Direct link to this answer

https://se.mathworks.com/matlabcentral/answers/1984654-train-vae-for-rgb-image-generation#answer_1261399

The error is stating that the VAE outputs Y and the training images T are different sizes when you try to compute the mean-squared error mse loss between them.

Note that the VAE output size is determined by both the input image sizes and the layers in the network. I think there are a few things to check first:

Make sure the output of the VAE has the same number of channels as the target images - for the MNIST example this will be 1, for RGB images it would be 3.
Make sure the VAE output has the same height and width as the target images, 200x200. The VAE in the example downsamples the spatial sizes by using Stride=2 in the two convolution layers of the encoder, then upsamples again using Stride=2 with the two transposed convolution layers in the decoder. You have to be careful to ensure the decoder upsamples back to the original image size.
Ensure the custom projectAndReshapeLayer is configured for your encoder latent size - in the example the projectionSize is [7,7,64] but for the same network on 200x200 images I would expect this needs to be [50,50,64].

If you can't get this working could you let us know if you have modified the encoder or decoder layers at all? If not can you ensure that all the images input to the VAE have the same size?

Hope that helps,

Ben

3 Comments
Show 1 older commentHide 1 older comment

debojit sharma on 24 Jun 2023

@Ben sir, I tried my making the changes suggested by you in the code given in link: https://in.mathworks.com/help/deeplearning/ug/train-a-variational-autoencoder-vae-to-generate-images.html

But still I am getting the following errors in the train model part.

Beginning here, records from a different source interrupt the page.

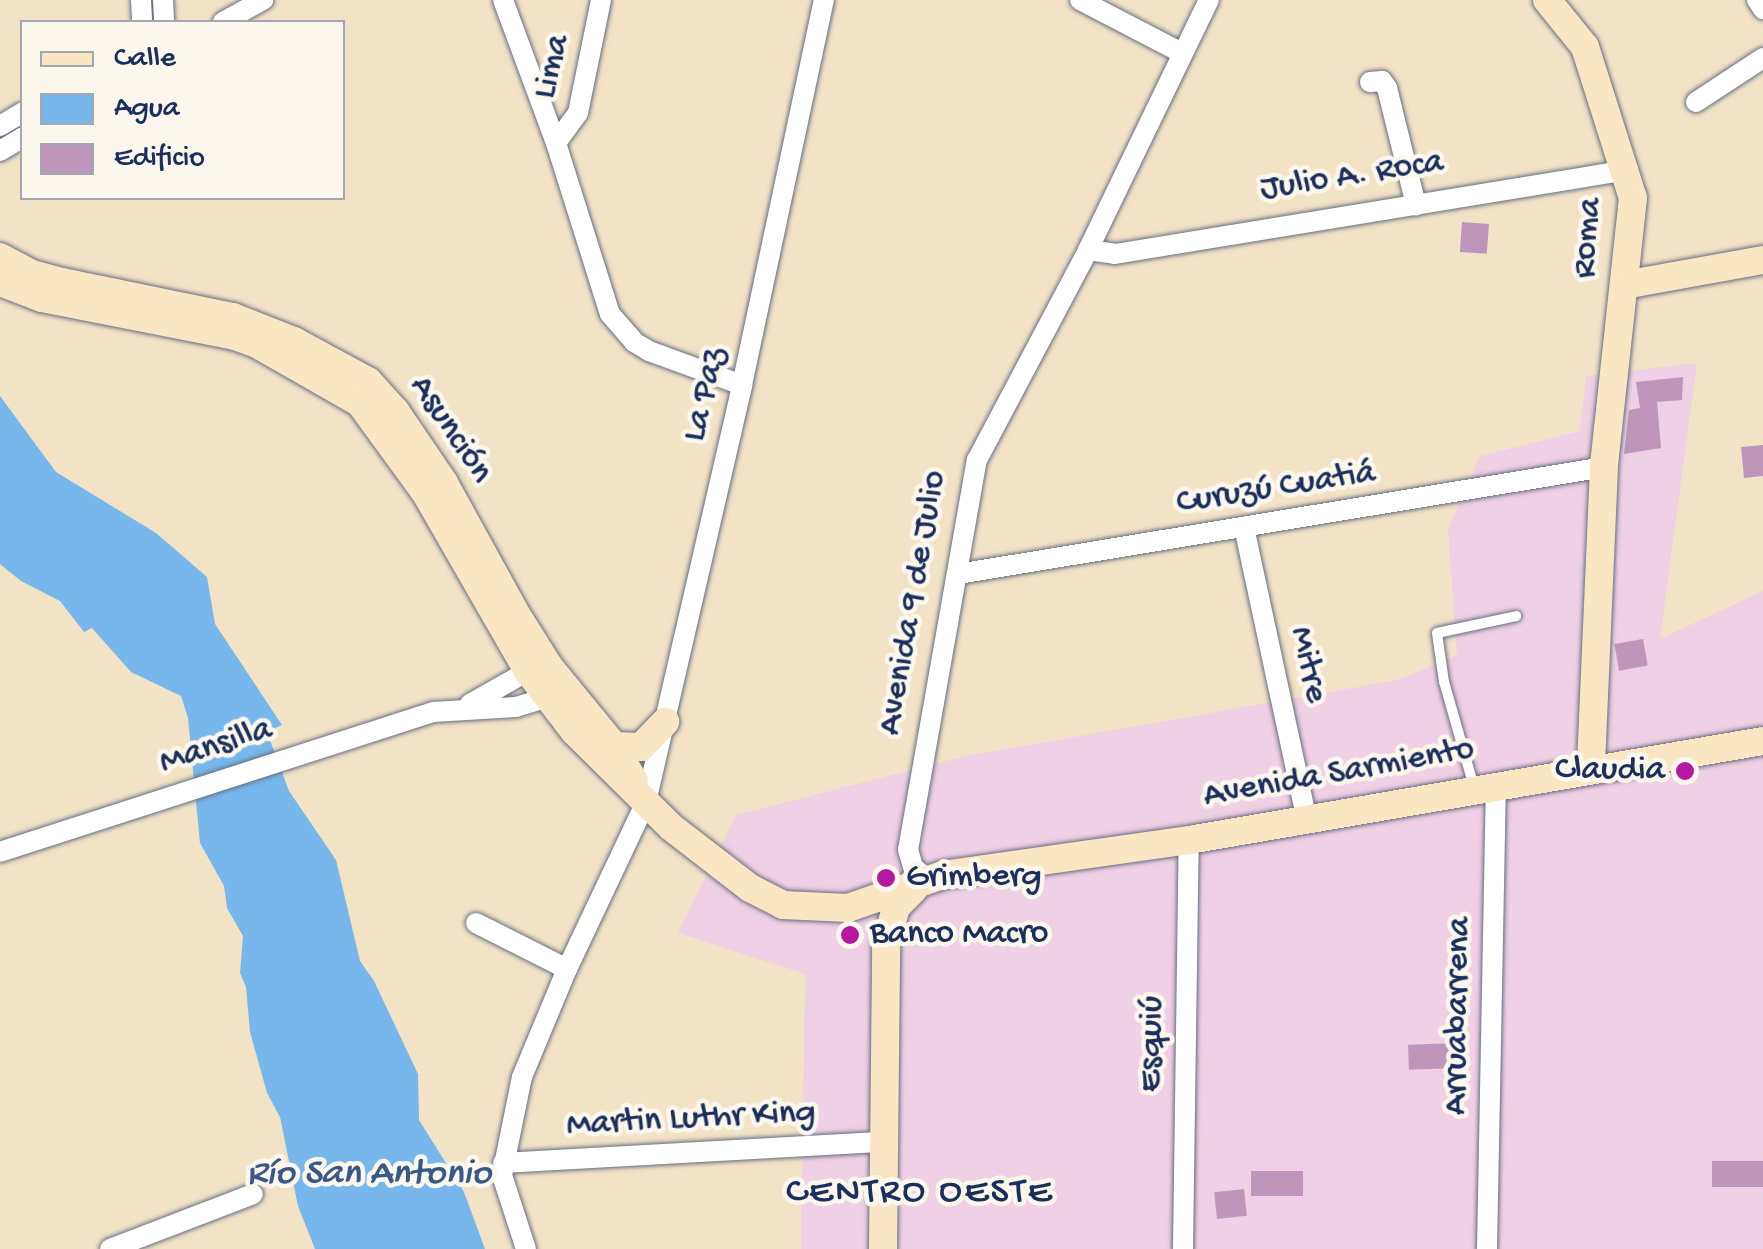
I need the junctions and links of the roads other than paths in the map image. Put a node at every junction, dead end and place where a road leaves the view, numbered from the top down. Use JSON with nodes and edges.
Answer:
{"nodes":[{"id":1,"x":262,"y":0,"type":"edge"},
{"id":2,"x":503,"y":0,"type":"edge"},
{"id":3,"x":601,"y":0,"type":"edge"},
{"id":4,"x":824,"y":0,"type":"edge"},
{"id":5,"x":1080,"y":0,"type":"edge"},
{"id":6,"x":1209,"y":0,"type":"edge"},
{"id":7,"x":1546,"y":0,"type":"edge"},
{"id":8,"x":1758,"y":0,"type":"edge"},
{"id":9,"x":1763,"y":9,"type":"edge"},
{"id":10,"x":227,"y":20,"type":"edge"},
{"id":11,"x":1182,"y":53,"type":"junction"},
{"id":12,"x":1763,"y":58,"type":"edge"},
{"id":13,"x":1370,"y":82,"type":"dead end"},
{"id":14,"x":1696,"y":102,"type":"dead end"},
{"id":15,"x":556,"y":143,"type":"junction"},
{"id":16,"x":1628,"y":170,"type":"junction"},
{"id":17,"x":1416,"y":205,"type":"junction"},
{"id":18,"x":1088,"y":250,"type":"junction"},
{"id":19,"x":0,"y":257,"type":"edge"},
{"id":20,"x":1763,"y":260,"type":"edge"},
{"id":21,"x":0,"y":282,"type":"edge"},
{"id":22,"x":1624,"y":285,"type":"junction"},
{"id":23,"x":742,"y":385,"type":"junction"},
{"id":24,"x":1598,"y":460,"type":"junction"},
{"id":25,"x":1244,"y":527,"type":"junction"},
{"id":26,"x":958,"y":574,"type":"junction"},
{"id":27,"x":1516,"y":616,"type":"dead end"},
{"id":28,"x":547,"y":680,"type":"junction"},
{"id":29,"x":454,"y":710,"type":"junction"},
{"id":30,"x":664,"y":722,"type":"junction"},
{"id":31,"x":1763,"y":741,"type":"edge"},
{"id":32,"x":614,"y":746,"type":"junction"},
{"id":33,"x":1591,"y":768,"type":"junction"},
{"id":34,"x":1485,"y":786,"type":"junction"},
{"id":35,"x":646,"y":802,"type":"junction"},
{"id":36,"x":1306,"y":817,"type":"junction"},
{"id":37,"x":0,"y":830,"type":"edge"},
{"id":38,"x":1189,"y":840,"type":"junction"},
{"id":39,"x":8,"y":849,"type":"edge"},
{"id":40,"x":927,"y":880,"type":"junction"},
{"id":41,"x":848,"y":908,"type":"junction"},
{"id":42,"x":476,"y":923,"type":"dead end"},
{"id":43,"x":886,"y":946,"type":"junction"},
{"id":44,"x":567,"y":969,"type":"junction"},
{"id":45,"x":882,"y":1142,"type":"junction"},
{"id":46,"x":503,"y":1163,"type":"junction"},
{"id":47,"x":253,"y":1194,"type":"dead end"},
{"id":48,"x":110,"y":1249,"type":"edge"},
{"id":49,"x":526,"y":1249,"type":"edge"},
{"id":50,"x":883,"y":1249,"type":"edge"},
{"id":51,"x":1183,"y":1249,"type":"edge"},
{"id":52,"x":1488,"y":1249,"type":"edge"}],
"edges":[{"from":1,"to":10,"type":"street"},
{"from":2,"to":15,"type":"street"},
{"from":3,"to":15,"type":"street","name":"Lima"},
{"from":4,"to":23,"type":"street","name":"La Paz"},
{"from":5,"to":11,"type":"street"},
{"from":6,"to":11,"type":"street","name":"Avenida 9 de Julio"},
{"from":7,"to":16,"type":"main road","name":"Roma"},
{"from":8,"to":9,"type":"street"},
{"from":11,"to":18,"type":"street","name":"Avenida 9 de Julio"},
{"from":12,"to":14,"type":"street"},
{"from":13,"to":17,"type":"street"},
{"from":15,"to":23,"type":"street"},
{"from":16,"to":17,"type":"street","name":"Julio A. Roca"},
{"from":16,"to":22,"type":"main road","name":"Roma"},
{"from":17,"to":18,"type":"street","name":"Julio A. Roca"},
{"from":18,"to":26,"type":"street","name":"Avenida 9 de Julio"},
{"from":19,"to":28,"type":"main road","name":"Asunción"},
{"from":20,"to":22,"type":"main road"},
{"from":21,"to":28,"type":"main road","name":"Asunción"},
{"from":22,"to":24,"type":"main road","name":"Roma"},
{"from":23,"to":30,"type":"street","name":"La Paz"},
{"from":24,"to":25,"type":"street","name":"Curuzú Cuatiá"},
{"from":24,"to":33,"type":"main road","name":"Roma"},
{"from":25,"to":26,"type":"street","name":"Curuzú Cuatiá"},
{"from":25,"to":36,"type":"street","name":"Mitre"},
{"from":26,"to":40,"type":"street","name":"Avenida 9 de Julio"},
{"from":27,"to":34,"type":"lane"},
{"from":28,"to":29,"type":"street","name":"Mansilla"},
{"from":28,"to":29,"type":"street","name":"Mansilla"},
{"from":28,"to":32,"type":"main road","name":"Asunción"},
{"from":28,"to":35,"type":"main road","name":"Asunción"},
{"from":29,"to":39,"type":"street","name":"Mansilla"},
{"from":30,"to":32,"type":"main road"},
{"from":30,"to":35,"type":"street","name":"La Paz"},
{"from":31,"to":33,"type":"main road","name":"Avenida Sarmiento"},
{"from":32,"to":35,"type":"main road","name":"Asunción"},
{"from":33,"to":34,"type":"main road","name":"Avenida Sarmiento"},
{"from":34,"to":36,"type":"main road","name":"Avenida Sarmiento"},
{"from":34,"to":52,"type":"street","name":"Arruabarrena"},
{"from":35,"to":41,"type":"main road","name":"Asunción"},
{"from":35,"to":44,"type":"street","name":"La Paz"},
{"from":36,"to":38,"type":"main road","name":"Avenida Sarmiento"},
{"from":37,"to":39,"type":"street"},
{"from":38,"to":40,"type":"main road","name":"Avenida Sarmiento"},
{"from":38,"to":51,"type":"street","name":"Esquiú"},
{"from":40,"to":41,"type":"main road","name":"Asunción"},
{"from":40,"to":43,"type":"main road"},
{"from":41,"to":43,"type":"main road"},
{"from":42,"to":44,"type":"street"},
{"from":43,"to":45,"type":"main road"},
{"from":44,"to":46,"type":"street","name":"La Paz"},
{"from":45,"to":46,"type":"street","name":"Martin Luthr King"},
{"from":45,"to":50,"type":"main road"},
{"from":46,"to":49,"type":"street"},
{"from":47,"to":48,"type":"street"}]}
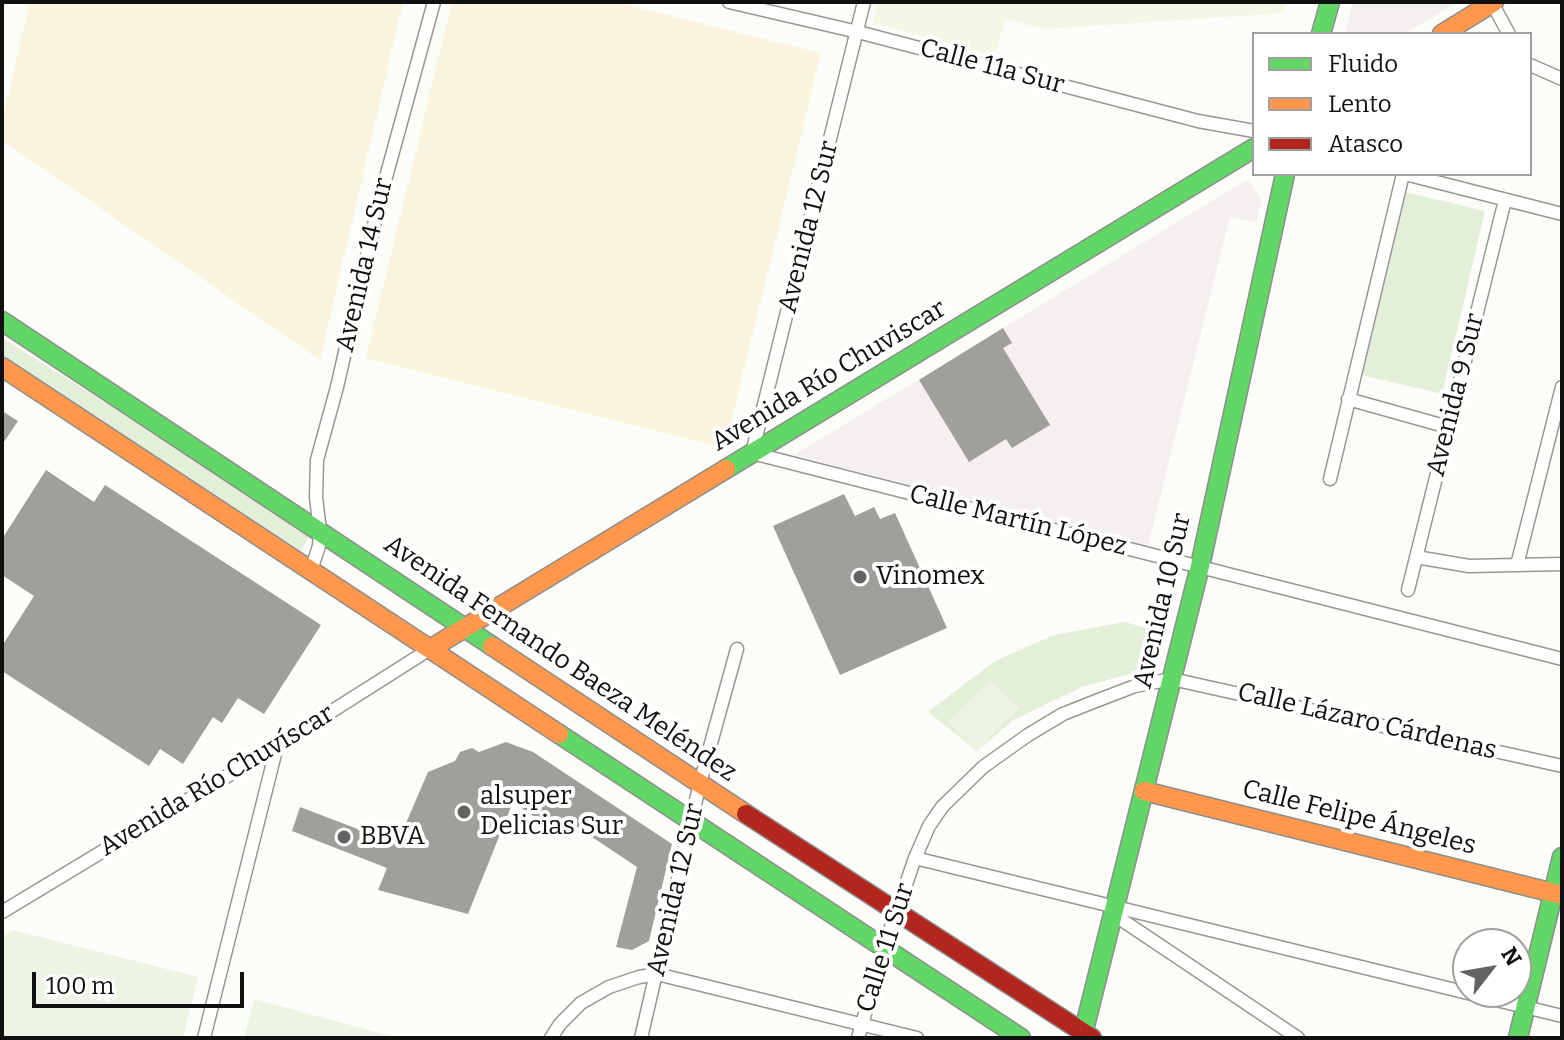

Size of all the images input to VAE model is same i.e 200*200*3. I am not able to resolve these errors. So, please kindly guide me regarding what changes I will have to make in this code so that I can train these VAE model to generate RGB image of size 200*200. I will be thankful to you.

I have kept input images of different classes in a folder. Then I am preparing my input image dataset for VAE using the following code:

digitDatasetPath = fullfile(matlabdrive,'Training_sample');

imds = imageDatastore(digitDatasetPath, ...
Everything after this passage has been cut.